Search the data for "Temple" and copy every matching line.

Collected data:
........

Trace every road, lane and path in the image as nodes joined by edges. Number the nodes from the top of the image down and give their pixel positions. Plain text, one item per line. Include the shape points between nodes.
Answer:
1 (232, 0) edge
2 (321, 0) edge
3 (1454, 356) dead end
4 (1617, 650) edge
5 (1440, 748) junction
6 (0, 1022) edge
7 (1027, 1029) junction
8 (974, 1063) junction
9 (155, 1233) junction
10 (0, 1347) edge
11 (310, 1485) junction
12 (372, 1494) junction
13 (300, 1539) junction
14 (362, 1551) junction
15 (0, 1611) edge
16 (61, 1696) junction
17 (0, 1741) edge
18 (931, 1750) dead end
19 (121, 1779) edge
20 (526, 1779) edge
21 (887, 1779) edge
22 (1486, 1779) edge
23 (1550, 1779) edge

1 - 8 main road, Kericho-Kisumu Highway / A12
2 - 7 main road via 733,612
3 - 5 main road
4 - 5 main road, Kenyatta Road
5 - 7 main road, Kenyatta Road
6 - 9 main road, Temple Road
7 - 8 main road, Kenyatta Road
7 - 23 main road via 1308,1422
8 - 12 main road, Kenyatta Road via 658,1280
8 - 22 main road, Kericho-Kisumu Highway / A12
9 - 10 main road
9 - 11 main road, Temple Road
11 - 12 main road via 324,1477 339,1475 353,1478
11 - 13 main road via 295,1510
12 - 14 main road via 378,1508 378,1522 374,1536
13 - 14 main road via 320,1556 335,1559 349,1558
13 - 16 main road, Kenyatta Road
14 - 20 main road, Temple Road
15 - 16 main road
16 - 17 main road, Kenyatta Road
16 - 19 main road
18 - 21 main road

........

- TASK SOLUTION -
6 - 9 main road, Temple Road
9 - 11 main road, Temple Road
14 - 20 main road, Temple Road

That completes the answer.